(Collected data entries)
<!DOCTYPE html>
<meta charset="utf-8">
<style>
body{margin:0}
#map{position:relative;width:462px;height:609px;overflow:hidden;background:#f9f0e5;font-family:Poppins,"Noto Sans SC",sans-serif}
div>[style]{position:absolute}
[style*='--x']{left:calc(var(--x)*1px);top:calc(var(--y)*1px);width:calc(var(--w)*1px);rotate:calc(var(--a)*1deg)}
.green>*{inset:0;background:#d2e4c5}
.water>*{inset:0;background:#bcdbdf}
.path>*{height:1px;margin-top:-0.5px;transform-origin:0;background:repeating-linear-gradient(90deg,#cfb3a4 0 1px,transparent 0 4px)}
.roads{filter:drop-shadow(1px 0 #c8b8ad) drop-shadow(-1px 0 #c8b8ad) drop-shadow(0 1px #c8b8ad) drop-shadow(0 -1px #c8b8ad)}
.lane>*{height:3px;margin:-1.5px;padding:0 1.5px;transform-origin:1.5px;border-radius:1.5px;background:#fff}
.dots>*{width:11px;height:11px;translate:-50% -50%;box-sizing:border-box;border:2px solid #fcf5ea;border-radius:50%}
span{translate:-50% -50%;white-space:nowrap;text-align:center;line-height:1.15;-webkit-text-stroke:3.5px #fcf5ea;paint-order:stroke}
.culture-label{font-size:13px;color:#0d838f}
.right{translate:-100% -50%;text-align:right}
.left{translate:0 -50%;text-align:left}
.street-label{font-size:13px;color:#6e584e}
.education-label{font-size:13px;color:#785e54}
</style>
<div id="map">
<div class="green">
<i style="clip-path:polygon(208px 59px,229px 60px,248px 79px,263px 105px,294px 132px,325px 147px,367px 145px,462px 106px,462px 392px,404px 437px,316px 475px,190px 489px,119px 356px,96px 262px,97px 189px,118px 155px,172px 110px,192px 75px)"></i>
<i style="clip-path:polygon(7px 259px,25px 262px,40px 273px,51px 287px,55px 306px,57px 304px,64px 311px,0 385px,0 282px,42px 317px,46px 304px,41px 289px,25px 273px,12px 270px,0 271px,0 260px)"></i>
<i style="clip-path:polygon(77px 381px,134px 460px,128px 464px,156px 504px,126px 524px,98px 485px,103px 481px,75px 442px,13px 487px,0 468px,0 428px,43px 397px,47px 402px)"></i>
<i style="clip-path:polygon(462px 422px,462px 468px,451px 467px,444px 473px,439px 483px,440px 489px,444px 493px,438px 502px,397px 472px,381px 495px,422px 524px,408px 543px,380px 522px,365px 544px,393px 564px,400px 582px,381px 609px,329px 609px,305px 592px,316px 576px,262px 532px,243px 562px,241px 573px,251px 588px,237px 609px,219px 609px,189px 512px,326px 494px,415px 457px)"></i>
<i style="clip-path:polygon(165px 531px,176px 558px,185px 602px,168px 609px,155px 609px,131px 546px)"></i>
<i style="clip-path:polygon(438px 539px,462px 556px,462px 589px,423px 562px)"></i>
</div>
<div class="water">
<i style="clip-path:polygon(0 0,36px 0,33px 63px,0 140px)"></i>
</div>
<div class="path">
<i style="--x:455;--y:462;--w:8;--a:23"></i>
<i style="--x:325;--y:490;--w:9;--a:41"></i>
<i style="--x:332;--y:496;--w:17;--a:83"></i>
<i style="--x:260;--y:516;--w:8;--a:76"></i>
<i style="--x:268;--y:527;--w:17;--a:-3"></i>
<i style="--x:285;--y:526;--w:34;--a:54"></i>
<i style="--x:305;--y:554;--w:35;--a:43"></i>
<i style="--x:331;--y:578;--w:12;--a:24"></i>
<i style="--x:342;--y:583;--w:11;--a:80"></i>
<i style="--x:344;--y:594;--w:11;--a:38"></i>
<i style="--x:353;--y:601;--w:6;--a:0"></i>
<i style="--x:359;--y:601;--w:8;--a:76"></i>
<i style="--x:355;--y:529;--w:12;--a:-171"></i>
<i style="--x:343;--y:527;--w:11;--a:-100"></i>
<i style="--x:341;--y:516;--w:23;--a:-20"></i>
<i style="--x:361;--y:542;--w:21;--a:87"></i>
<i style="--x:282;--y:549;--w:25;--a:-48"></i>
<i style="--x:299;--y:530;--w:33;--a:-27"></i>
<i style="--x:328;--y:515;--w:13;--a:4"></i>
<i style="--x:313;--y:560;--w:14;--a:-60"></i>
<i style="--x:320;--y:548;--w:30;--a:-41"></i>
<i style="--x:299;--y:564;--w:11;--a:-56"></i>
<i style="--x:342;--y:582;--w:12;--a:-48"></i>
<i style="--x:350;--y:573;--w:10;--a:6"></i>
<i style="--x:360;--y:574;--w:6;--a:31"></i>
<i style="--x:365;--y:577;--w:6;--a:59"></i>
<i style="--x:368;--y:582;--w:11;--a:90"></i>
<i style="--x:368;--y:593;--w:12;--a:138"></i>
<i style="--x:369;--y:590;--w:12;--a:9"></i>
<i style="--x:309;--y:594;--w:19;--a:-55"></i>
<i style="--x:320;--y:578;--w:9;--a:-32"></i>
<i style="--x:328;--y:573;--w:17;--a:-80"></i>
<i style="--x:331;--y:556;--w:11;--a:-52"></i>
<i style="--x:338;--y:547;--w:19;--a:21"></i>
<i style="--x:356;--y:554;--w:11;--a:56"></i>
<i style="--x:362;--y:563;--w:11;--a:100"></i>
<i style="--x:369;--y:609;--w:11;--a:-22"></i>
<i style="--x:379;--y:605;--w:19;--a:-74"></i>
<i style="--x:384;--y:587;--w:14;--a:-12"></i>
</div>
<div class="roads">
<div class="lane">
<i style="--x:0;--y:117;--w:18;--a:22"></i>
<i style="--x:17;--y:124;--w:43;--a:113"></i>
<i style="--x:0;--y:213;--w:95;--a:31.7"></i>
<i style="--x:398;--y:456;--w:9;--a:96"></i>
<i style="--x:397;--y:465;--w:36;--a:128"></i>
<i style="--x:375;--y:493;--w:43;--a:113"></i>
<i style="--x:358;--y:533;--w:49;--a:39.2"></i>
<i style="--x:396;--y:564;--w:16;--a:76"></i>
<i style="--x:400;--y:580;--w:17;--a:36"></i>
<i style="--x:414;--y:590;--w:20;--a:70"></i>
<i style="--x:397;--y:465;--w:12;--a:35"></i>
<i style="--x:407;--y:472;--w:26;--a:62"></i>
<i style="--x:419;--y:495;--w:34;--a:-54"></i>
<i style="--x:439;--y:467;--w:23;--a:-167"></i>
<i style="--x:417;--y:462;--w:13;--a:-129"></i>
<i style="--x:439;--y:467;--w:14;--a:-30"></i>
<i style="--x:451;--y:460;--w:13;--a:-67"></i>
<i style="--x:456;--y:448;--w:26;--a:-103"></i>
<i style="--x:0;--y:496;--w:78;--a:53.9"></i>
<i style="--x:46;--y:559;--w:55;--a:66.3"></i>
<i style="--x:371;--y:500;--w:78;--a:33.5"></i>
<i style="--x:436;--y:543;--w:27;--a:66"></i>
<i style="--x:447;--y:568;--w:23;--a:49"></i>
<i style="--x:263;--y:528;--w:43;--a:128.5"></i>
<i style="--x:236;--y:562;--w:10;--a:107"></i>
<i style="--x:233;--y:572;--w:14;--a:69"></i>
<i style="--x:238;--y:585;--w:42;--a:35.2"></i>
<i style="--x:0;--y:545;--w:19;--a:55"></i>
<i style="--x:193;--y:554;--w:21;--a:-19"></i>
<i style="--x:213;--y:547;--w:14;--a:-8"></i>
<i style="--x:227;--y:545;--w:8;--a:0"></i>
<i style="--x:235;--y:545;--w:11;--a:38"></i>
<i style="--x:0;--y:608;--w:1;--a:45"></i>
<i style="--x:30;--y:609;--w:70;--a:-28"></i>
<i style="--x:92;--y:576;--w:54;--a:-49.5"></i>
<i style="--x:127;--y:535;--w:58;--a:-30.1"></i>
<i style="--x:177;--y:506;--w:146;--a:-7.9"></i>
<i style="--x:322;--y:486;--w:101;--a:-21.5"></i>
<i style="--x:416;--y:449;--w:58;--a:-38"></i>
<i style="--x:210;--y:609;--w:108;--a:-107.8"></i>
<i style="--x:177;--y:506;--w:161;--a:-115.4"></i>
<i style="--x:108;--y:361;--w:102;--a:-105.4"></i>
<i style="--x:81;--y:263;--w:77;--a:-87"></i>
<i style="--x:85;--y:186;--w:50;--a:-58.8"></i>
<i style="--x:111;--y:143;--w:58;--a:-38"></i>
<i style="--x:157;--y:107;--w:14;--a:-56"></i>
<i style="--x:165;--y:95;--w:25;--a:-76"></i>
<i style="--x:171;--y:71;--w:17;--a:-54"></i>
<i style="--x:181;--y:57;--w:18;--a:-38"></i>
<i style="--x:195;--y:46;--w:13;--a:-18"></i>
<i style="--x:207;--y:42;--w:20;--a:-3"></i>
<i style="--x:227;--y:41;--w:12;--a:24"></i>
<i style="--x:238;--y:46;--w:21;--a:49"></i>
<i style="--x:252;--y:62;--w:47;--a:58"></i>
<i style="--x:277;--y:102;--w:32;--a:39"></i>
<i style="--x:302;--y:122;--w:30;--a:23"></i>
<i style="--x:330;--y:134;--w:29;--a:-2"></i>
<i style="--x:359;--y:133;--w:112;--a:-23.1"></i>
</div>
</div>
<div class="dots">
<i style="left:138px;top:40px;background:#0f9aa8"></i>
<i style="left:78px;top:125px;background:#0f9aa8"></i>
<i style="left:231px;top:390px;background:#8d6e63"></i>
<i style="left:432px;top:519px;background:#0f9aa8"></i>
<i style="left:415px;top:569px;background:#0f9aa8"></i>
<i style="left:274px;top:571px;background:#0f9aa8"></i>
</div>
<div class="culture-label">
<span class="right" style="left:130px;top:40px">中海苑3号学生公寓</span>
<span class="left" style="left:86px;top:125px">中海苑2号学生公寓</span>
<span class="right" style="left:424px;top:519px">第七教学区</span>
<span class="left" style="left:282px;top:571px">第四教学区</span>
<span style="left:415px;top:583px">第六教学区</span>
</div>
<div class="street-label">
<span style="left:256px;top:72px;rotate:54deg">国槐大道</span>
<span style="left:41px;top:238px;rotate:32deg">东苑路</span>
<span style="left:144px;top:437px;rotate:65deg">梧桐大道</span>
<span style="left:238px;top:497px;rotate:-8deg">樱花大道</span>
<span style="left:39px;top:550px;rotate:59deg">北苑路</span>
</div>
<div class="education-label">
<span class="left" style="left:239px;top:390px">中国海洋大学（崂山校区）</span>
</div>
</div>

[Exercise] Starting from the records above, filter out all lines except those containing the word "transform".

[Exercise response]
.path>*{height:1px;margin-top:-0.5px;transform-origin:0;background:repeating-linear-gradient(90deg,#cfb3a4 0 1px,transparent 0 4px)}
.lane>*{height:3px;margin:-1.5px;padding:0 1.5px;transform-origin:1.5px;border-radius:1.5px;background:#fff}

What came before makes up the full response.